Parallèlement, à la même période, ce cadre juridique fut complété par un dispositif issu de l’OCDE adopté le 30 mars 1992, venant encadrer l’exportation des déchets entre les États membres de l’OCDE (voir OECD/LEGAL/0266). Cette possibilité est prévue par la convention de Bâle, qui donne la faculté aux États de conclure des accords bilatéraux ou multilatéraux se substituant à ladite convention, si ces accords offrent une protection équivalente de l’environnement et de la santé publique (article 11 de la convention). On peut cependant questionner le caractère équivalent de l’accord OCDE par rapport au texte de Bâle. En effet, la décision OCDE s’inspire majoritairement du contenu de la convention de Bâle, tout en assouplissant la procédure de contrôle des exportations pour certains déchets. Pour exemple, les déchets considérés comme non-dangereux (liste verte), peuvent être exportés sans aucun contrôle spécifique, si ce n’est les “contrôles existants normalement appliqués aux transactions commerciales” (chapitre 2, C, décision OCDE). Par ailleurs, des “autorisations générales” peuvent être délivrées à une entreprise qui reçoit le même type de déchets. Ladite usine pourra recevoir une autorisation d’un an maximum lui permettant d’importer des déchets sans la nécessité d’effectuer des contrôles (chapitre 2, D, décision OCDE). Ce dispositif, allégé, s’applique pour une quarantaine de pays industrialisés, y compris les États-Unis d’Amérique qui préfèrent se baser sur cette réglementation OCDE.

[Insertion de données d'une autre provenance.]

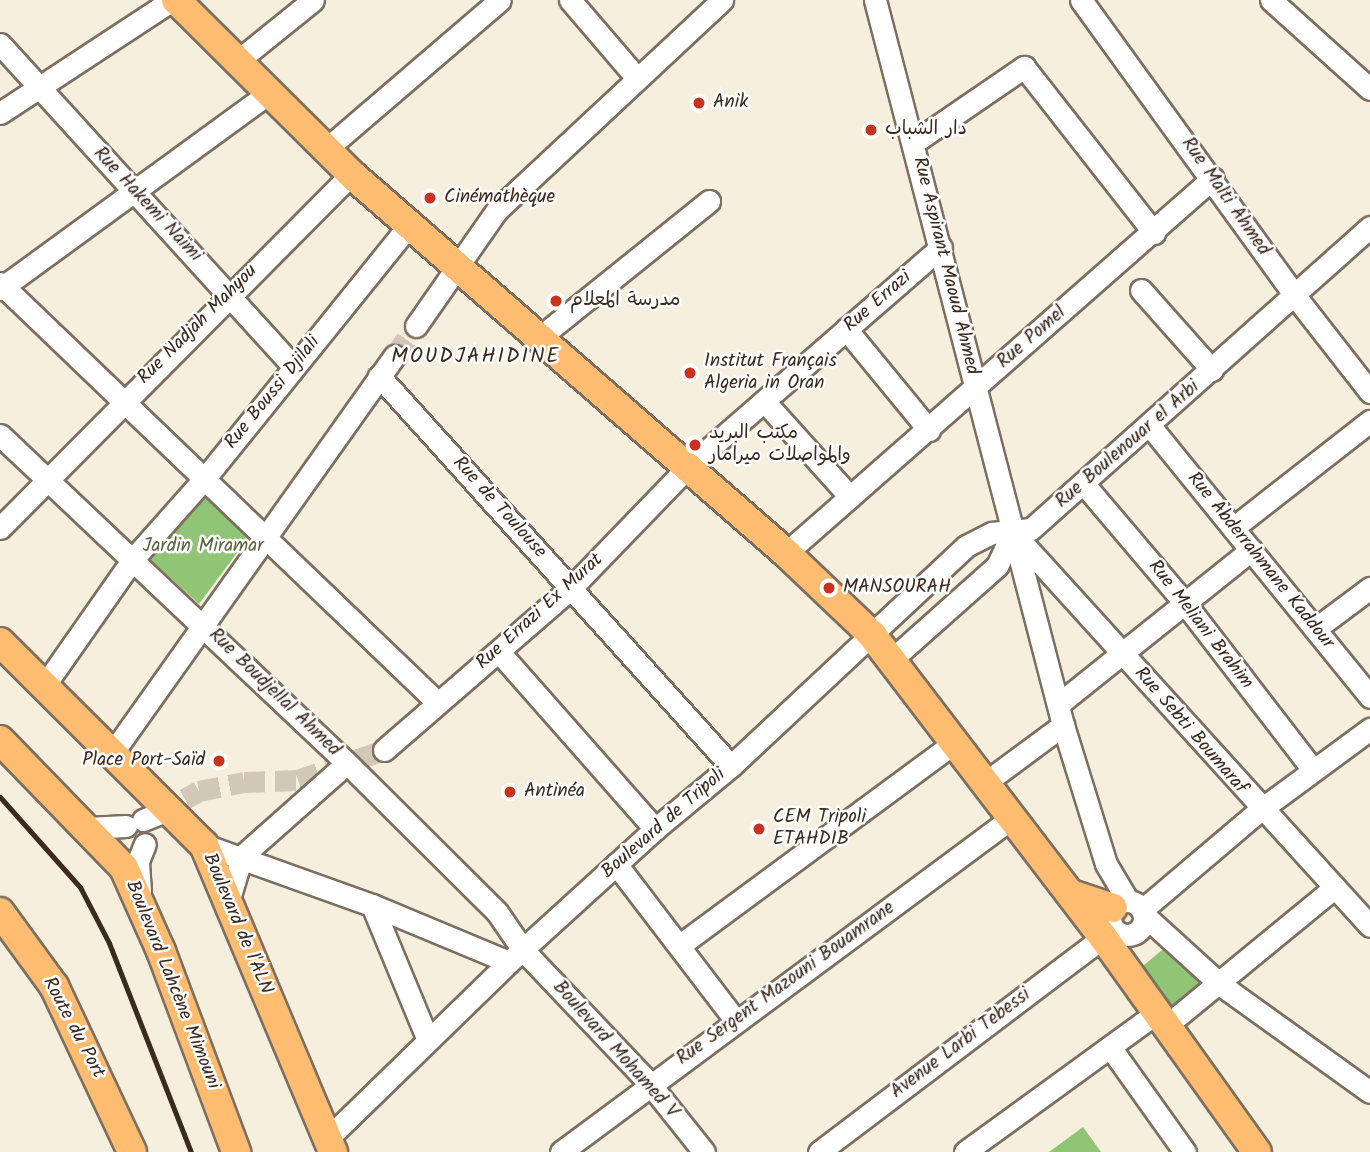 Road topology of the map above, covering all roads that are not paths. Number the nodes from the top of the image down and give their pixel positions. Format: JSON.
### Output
{"nodes":[{"id":1,"x":174,"y":0,"type":"edge"},
{"id":2,"x":313,"y":0,"type":"edge"},
{"id":3,"x":500,"y":0,"type":"edge"},
{"id":4,"x":570,"y":0,"type":"edge"},
{"id":5,"x":722,"y":0,"type":"edge"},
{"id":6,"x":875,"y":0,"type":"edge"},
{"id":7,"x":1271,"y":0,"type":"edge"},
{"id":8,"x":1086,"y":2,"type":"edge"},
{"id":9,"x":0,"y":44,"type":"edge"},
{"id":10,"x":235,"y":63,"type":"junction"},
{"id":11,"x":636,"y":77,"type":"junction"},
{"id":12,"x":39,"y":88,"type":"junction"},
{"id":13,"x":1370,"y":89,"type":"edge"},
{"id":14,"x":266,"y":94,"type":"junction"},
{"id":15,"x":0,"y":113,"type":"edge"},
{"id":16,"x":913,"y":143,"type":"junction"},
{"id":17,"x":325,"y":150,"type":"junction"},
{"id":18,"x":351,"y":174,"type":"junction"},
{"id":19,"x":1213,"y":178,"type":"junction"},
{"id":20,"x":135,"y":192,"type":"junction"},
{"id":21,"x":709,"y":201,"type":"dead end"},
{"id":22,"x":409,"y":225,"type":"junction"},
{"id":23,"x":1370,"y":227,"type":"edge"},
{"id":24,"x":1154,"y":233,"type":"junction"},
{"id":25,"x":941,"y":247,"type":"junction"},
{"id":26,"x":457,"y":270,"type":"junction"},
{"id":27,"x":1,"y":286,"type":"edge"},
{"id":28,"x":1141,"y":290,"type":"dead end"},
{"id":29,"x":229,"y":293,"type":"junction"},
{"id":30,"x":1295,"y":296,"type":"junction"},
{"id":31,"x":416,"y":326,"type":"tunnel mouth"},
{"id":32,"x":846,"y":329,"type":"junction"},
{"id":33,"x":540,"y":337,"type":"junction"},
{"id":34,"x":394,"y":356,"type":"tunnel mouth"},
{"id":35,"x":294,"y":367,"type":"junction"},
{"id":36,"x":1212,"y":370,"type":"junction"},
{"id":37,"x":379,"y":376,"type":"junction"},
{"id":38,"x":975,"y":387,"type":"junction"},
{"id":39,"x":1370,"y":392,"type":"edge"},
{"id":40,"x":123,"y":399,"type":"junction"},
{"id":41,"x":764,"y":401,"type":"junction"},
{"id":42,"x":1370,"y":421,"type":"edge"},
{"id":43,"x":1150,"y":426,"type":"junction"},
{"id":44,"x":929,"y":430,"type":"junction"},
{"id":45,"x":0,"y":435,"type":"edge"},
{"id":46,"x":688,"y":467,"type":"junction"},
{"id":47,"x":46,"y":477,"type":"junction"},
{"id":48,"x":205,"y":478,"type":"junction"},
{"id":49,"x":1083,"y":483,"type":"junction"},
{"id":50,"x":849,"y":497,"type":"junction"},
{"id":51,"x":0,"y":528,"type":"edge"},
{"id":52,"x":1233,"y":528,"type":"junction"},
{"id":53,"x":1013,"y":532,"type":"junction"},
{"id":54,"x":264,"y":535,"type":"junction"},
{"id":55,"x":1251,"y":550,"type":"junction"},
{"id":56,"x":786,"y":553,"type":"junction"},
{"id":57,"x":133,"y":559,"type":"junction"},
{"id":58,"x":572,"y":587,"type":"junction"},
{"id":59,"x":1370,"y":588,"type":"edge"},
{"id":60,"x":1184,"y":601,"type":"junction"},
{"id":61,"x":201,"y":623,"type":"junction"},
{"id":62,"x":1315,"y":629,"type":"junction"},
{"id":63,"x":872,"y":635,"type":"junction"},
{"id":64,"x":0,"y":642,"type":"edge"},
{"id":65,"x":499,"y":652,"type":"junction"},
{"id":66,"x":1122,"y":653,"type":"junction"},
{"id":67,"x":891,"y":660,"type":"junction"},
{"id":68,"x":44,"y":686,"type":"junction"},
{"id":69,"x":1370,"y":697,"type":"edge"},
{"id":70,"x":437,"y":702,"type":"junction"},
{"id":71,"x":1059,"y":703,"type":"junction"},
{"id":72,"x":1063,"y":725,"type":"junction"},
{"id":73,"x":1369,"y":732,"type":"edge"},
{"id":74,"x":0,"y":740,"type":"edge"},
{"id":75,"x":955,"y":742,"type":"junction"},
{"id":76,"x":384,"y":750,"type":"tunnel mouth"},
{"id":77,"x":113,"y":752,"type":"junction"},
{"id":78,"x":347,"y":763,"type":"junction"},
{"id":79,"x":731,"y":766,"type":"junction"},
{"id":80,"x":1313,"y":771,"type":"junction"},
{"id":81,"x":986,"y":782,"type":"junction"},
{"id":82,"x":1260,"y":810,"type":"junction"},
{"id":83,"x":1013,"y":817,"type":"junction"},
{"id":84,"x":87,"y":828,"type":"junction"},
{"id":85,"x":655,"y":828,"type":"junction"},
{"id":86,"x":204,"y":845,"type":"junction"},
{"id":87,"x":242,"y":856,"type":"junction"},
{"id":88,"x":615,"y":864,"type":"junction"},
{"id":89,"x":1335,"y":887,"type":"junction"},
{"id":90,"x":1071,"y":894,"type":"junction"},
{"id":91,"x":229,"y":899,"type":"junction"},
{"id":92,"x":372,"y":905,"type":"junction"},
{"id":93,"x":144,"y":907,"type":"junction"},
{"id":94,"x":1131,"y":908,"type":"junction"},
{"id":95,"x":0,"y":912,"type":"edge"},
{"id":96,"x":1370,"y":926,"type":"edge"},
{"id":97,"x":1113,"y":936,"type":"junction"},
{"id":98,"x":680,"y":945,"type":"junction"},
{"id":99,"x":516,"y":956,"type":"junction"},
{"id":100,"x":1221,"y":985,"type":"junction"},
{"id":101,"x":1162,"y":1019,"type":"junction"},
{"id":102,"x":736,"y":1021,"type":"junction"},
{"id":103,"x":428,"y":1038,"type":"junction"},
{"id":104,"x":1110,"y":1047,"type":"junction"},
{"id":105,"x":649,"y":1083,"type":"junction"},
{"id":106,"x":1369,"y":1089,"type":"edge"},
{"id":107,"x":330,"y":1145,"type":"edge"},
{"id":108,"x":132,"y":1152,"type":"edge"},
{"id":109,"x":236,"y":1152,"type":"edge"},
{"id":110,"x":561,"y":1152,"type":"edge"},
{"id":111,"x":704,"y":1152,"type":"edge"},
{"id":112,"x":819,"y":1152,"type":"edge"},
{"id":113,"x":965,"y":1152,"type":"edge"},
{"id":114,"x":1185,"y":1152,"type":"edge"},
{"id":115,"x":1257,"y":1152,"type":"edge"}],
"edges":[{"from":1,"to":10,"type":"main road"},
{"from":1,"to":12,"type":"street"},
{"from":2,"to":10,"type":"street"},
{"from":3,"to":17,"type":"street"},
{"from":4,"to":11,"type":"street"},
{"from":5,"to":11,"type":"street"},
{"from":6,"to":16,"type":"street","name":"Rue Aspirant Maoud Ahmed"},
{"from":7,"to":13,"type":"street"},
{"from":8,"to":19,"type":"street","name":"Rue Malti Ahmed"},
{"from":9,"to":12,"type":"street","name":"Rue Hakemi Naïmi"},
{"from":10,"to":14,"type":"main road"},
{"from":11,"to":26,"type":"street"},
{"from":12,"to":15,"type":"street"},
{"from":12,"to":20,"type":"street","name":"Rue Hakemi Naïmi"},
{"from":14,"to":17,"type":"main road"},
{"from":14,"to":20,"type":"street"},
{"from":16,"to":24,"type":"street"},
{"from":16,"to":25,"type":"street","name":"Rue Aspirant Maoud Ahmed"},
{"from":17,"to":18,"type":"main road"},
{"from":18,"to":22,"type":"main road"},
{"from":18,"to":29,"type":"street","name":"Rue Nadjah Mahyou"},
{"from":19,"to":24,"type":"street","name":"Rue Pomel"},
{"from":19,"to":30,"type":"street","name":"Rue Malti Ahmed"},
{"from":20,"to":27,"type":"street"},
{"from":20,"to":29,"type":"street","name":"Rue Hakemi Naïmi"},
{"from":21,"to":33,"type":"street"},
{"from":22,"to":26,"type":"main road"},
{"from":22,"to":35,"type":"street","name":"Rue Boussi Djilali"},
{"from":23,"to":30,"type":"street","name":"Rue Boulenouar el Arbi"},
{"from":24,"to":38,"type":"street","name":"Rue Pomel"},
{"from":25,"to":32,"type":"street","name":"Rue Errazi"},
{"from":25,"to":38,"type":"street","name":"Rue Aspirant Maoud Ahmed"},
{"from":26,"to":31,"type":"street"},
{"from":26,"to":33,"type":"main road"},
{"from":27,"to":40,"type":"street"},
{"from":28,"to":36,"type":"street"},
{"from":29,"to":35,"type":"street","name":"Rue Hakemi Naïmi"},
{"from":29,"to":40,"type":"street","name":"Rue Nadjah Mahyou"},
{"from":30,"to":36,"type":"street","name":"Rue Boulenouar el Arbi"},
{"from":30,"to":39,"type":"street","name":"Rue Malti Ahmed"},
{"from":32,"to":41,"type":"street","name":"Rue Errazi"},
{"from":32,"to":44,"type":"street"},
{"from":33,"to":46,"type":"main road"},
{"from":34,"to":37,"type":"street"},
{"from":35,"to":48,"type":"street","name":"Rue Boussi Djilali"},
{"from":36,"to":43,"type":"street","name":"Rue Boulenouar el Arbi"},
{"from":37,"to":54,"type":"street"},
{"from":37,"to":58,"type":"street","name":"Rue de Toulouse"},
{"from":38,"to":44,"type":"street","name":"Rue Pomel"},
{"from":38,"to":53,"type":"street","name":"Rue Aspirant Maoud Ahmed"},
{"from":40,"to":47,"type":"street","name":"Rue Nadjah Mahyou"},
{"from":40,"to":48,"type":"street"},
{"from":41,"to":46,"type":"street","name":"Rue Errazi"},
{"from":41,"to":50,"type":"street"},
{"from":42,"to":52,"type":"street"},
{"from":43,"to":49,"type":"street","name":"Rue Boulenouar el Arbi"},
{"from":43,"to":52,"type":"street","name":"Rue Abderrahmane Kaddour"},
{"from":44,"to":50,"type":"street","name":"Rue Pomel"},
{"from":45,"to":47,"type":"street","name":"Rue Boudjellal Ahmed"},
{"from":46,"to":56,"type":"main road"},
{"from":46,"to":58,"type":"street","name":"Rue Errazi Ex Murat"},
{"from":47,"to":51,"type":"street","name":"Rue Nadjah Mahyou"},
{"from":47,"to":57,"type":"street","name":"Rue Boudjellal Ahmed"},
{"from":48,"to":54,"type":"street"},
{"from":48,"to":57,"type":"street","name":"Rue Boussi Djilali"},
{"from":49,"to":53,"type":"street","name":"Rue Boulenouar el Arbi"},
{"from":49,"to":60,"type":"street","name":"Rue Meliani Brahim"},
{"from":50,"to":56,"type":"street","name":"Rue Pomel"},
{"from":52,"to":55,"type":"street","name":"Rue Abderrahmane Kaddour"},
{"from":53,"to":63,"type":"street","name":"Boulevard de Tripoli"},
{"from":53,"to":66,"type":"street","name":"Rue Sebti Boumaraf"},
{"from":53,"to":67,"type":"street"},
{"from":53,"to":71,"type":"street","name":"Rue Aspirant Maoud Ahmed"},
{"from":54,"to":61,"type":"street"},
{"from":54,"to":70,"type":"street"},
{"from":55,"to":60,"type":"street"},
{"from":55,"to":62,"type":"street","name":"Rue Abderrahmane Kaddour"},
{"from":56,"to":63,"type":"main road"},
{"from":57,"to":61,"type":"street","name":"Rue Boudjellal Ahmed"},
{"from":57,"to":68,"type":"street","name":"Rue Boussi Djilali"},
{"from":58,"to":65,"type":"street","name":"Rue Errazi Ex Murat"},
{"from":58,"to":79,"type":"street","name":"Rue de Toulouse"},
{"from":59,"to":62,"type":"street"},
{"from":60,"to":66,"type":"street"},
{"from":60,"to":80,"type":"street","name":"Rue Meliani Brahim"},
{"from":61,"to":77,"type":"street"},
{"from":61,"to":78,"type":"street","name":"Rue Boudjellal Ahmed"},
{"from":62,"to":69,"type":"street","name":"Rue Abderrahmane Kaddour"},
{"from":63,"to":67,"type":"main road"},
{"from":63,"to":79,"type":"street","name":"Boulevard de Tripoli"},
{"from":64,"to":68,"type":"main road","name":"Boulevard de l'ALN"},
{"from":65,"to":70,"type":"street","name":"Rue Errazi Ex Murat"},
{"from":65,"to":85,"type":"street"},
{"from":66,"to":71,"type":"street"},
{"from":66,"to":82,"type":"street","name":"Rue Sebti Boumaraf"},
{"from":67,"to":75,"type":"main road"},
{"from":68,"to":77,"type":"main road","name":"Boulevard de l'ALN"},
{"from":70,"to":76,"type":"street","name":"Rue Errazi Ex Murat"},
{"from":71,"to":72,"type":"street","name":"Rue Aspirant Maoud Ahmed"},
{"from":72,"to":81,"type":"street"},
{"from":72,"to":94,"type":"street","name":"Rue Aspirant Maoud Ahmed"},
{"from":73,"to":80,"type":"street"},
{"from":74,"to":84,"type":"main road","name":"Boulevard Lahcène Mimouni"},
{"from":75,"to":81,"type":"main road"},
{"from":75,"to":98,"type":"street"},
{"from":77,"to":86,"type":"main road","name":"Boulevard de l'ALN"},
{"from":78,"to":87,"type":"street"},
{"from":78,"to":99,"type":"street","name":"Rue Boudjellal Ahmed"},
{"from":79,"to":85,"type":"street","name":"Boulevard de Tripoli"},
{"from":80,"to":82,"type":"street"},
{"from":81,"to":83,"type":"main road"},
{"from":82,"to":89,"type":"street","name":"Rue Sebti Boumaraf"},
{"from":82,"to":94,"type":"street"},
{"from":83,"to":90,"type":"main road"},
{"from":83,"to":102,"type":"street","name":"Rue Sergent Mazouni Bouamrane"},
{"from":84,"to":93,"type":"main road","name":"Boulevard Lahcène Mimouni"},
{"from":84,"to":93,"type":"street"},
{"from":85,"to":88,"type":"street","name":"Boulevard de Tripoli"},
{"from":86,"to":87,"type":"street"},
{"from":86,"to":91,"type":"main road","name":"Boulevard de l'ALN"},
{"from":87,"to":91,"type":"street"},
{"from":87,"to":92,"type":"street"},
{"from":88,"to":98,"type":"street"},
{"from":88,"to":99,"type":"street","name":"Boulevard de Tripoli"},
{"from":89,"to":96,"type":"street","name":"Rue Sebti Boumaraf"},
{"from":89,"to":100,"type":"street"},
{"from":90,"to":94,"type":"main road"},
{"from":90,"to":97,"type":"main road"},
{"from":91,"to":107,"type":"main road","name":"Boulevard de l'ALN"},
{"from":92,"to":99,"type":"street"},
{"from":92,"to":103,"type":"street"},
{"from":93,"to":109,"type":"main road","name":"Boulevard Lahcène Mimouni"},
{"from":94,"to":97,"type":"street"},
{"from":94,"to":97,"type":"street","name":"Avenue Larbi Tebessi"},
{"from":94,"to":100,"type":"street"},
{"from":95,"to":108,"type":"main road","name":"Route du Port"},
{"from":97,"to":101,"type":"main road"},
{"from":97,"to":112,"type":"street","name":"Avenue Larbi Tebessi"},
{"from":98,"to":102,"type":"street"},
{"from":99,"to":103,"type":"street","name":"Boulevard de Tripoli"},
{"from":99,"to":105,"type":"street","name":"Boulevard Mohamed V"},
{"from":100,"to":101,"type":"street"},
{"from":100,"to":106,"type":"street"},
{"from":101,"to":104,"type":"street"},
{"from":101,"to":115,"type":"main road"},
{"from":102,"to":105,"type":"street","name":"Rue Sergent Mazouni Bouamrane"},
{"from":103,"to":107,"type":"street","name":"Boulevard de Tripoli"},
{"from":104,"to":113,"type":"street"},
{"from":104,"to":114,"type":"street"},
{"from":105,"to":110,"type":"street","name":"Rue Sergent Mazouni Bouamrane"},
{"from":105,"to":111,"type":"street","name":"Boulevard Mohamed V"}]}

Au niveau européen, la convention de Bâle a été transposée par le Règlement européen n°1013/2006 concernant les transferts transfrontaliers de déchets et complétée par la directive cadre 2008/98/CE relative aux déchets. Cette transposition n’est pas sans conséquence car elle permet une application directe des dispositions de la convention de Bâle au sein des États membres de l’Union Européenne.

Par conséquent, l’exportation à l’international des déchets est réglementée par ces trois cadres juridiques: OCDE, droit européen et convention de Bâle. Ces réglementations sont complémentaires, même si le cadre normatif de l’OCDE semble parfois concurrencer la convention de Bâle. La suite de l’article se focalise sur cette dernière.

Convention de Bâle : comment ça marche ?

La convention de Bâle se fonde sur la protection des pays en voie de développement. Jusqu’au 4 décembre 2019, cette protection s’opérait à travers l’interdiction, d’exporter des déchets dangereux vers un État qui n’a pas donné son accord préalable à un tel flux, notamment parce qu’il manque de ou qui n’a pas les moyens de les gérer selon des « méthodes écologiquement rationnelles » (« environmentally sound manner »), qui demandent une protection adéquate de l’environnement et de la santé publique des risques liés aux déchets dangereux. Depuis le 5 décembre 2019, l’entrée en vigueur d’une modification de la Convention (le « Ban amendment » , désormais Article 7 de la convention) renforce cette protection, puisque les pays membres de l’OCDE, de l’U.E., et le Liechtenstein ont l’interdiction pure et simple d’exporter tout déchet dangereux vers les autres pays membres de la convention de Bâle, même si le pays importateur y consentait. Cette nouvelle interdiction ne s’applique cependant qu’entre les pays ayant ratifié cet amendement, et indirectement aux pays souhaitant exporter ou importer des déchets dangereux vers ou depuis un pays membre.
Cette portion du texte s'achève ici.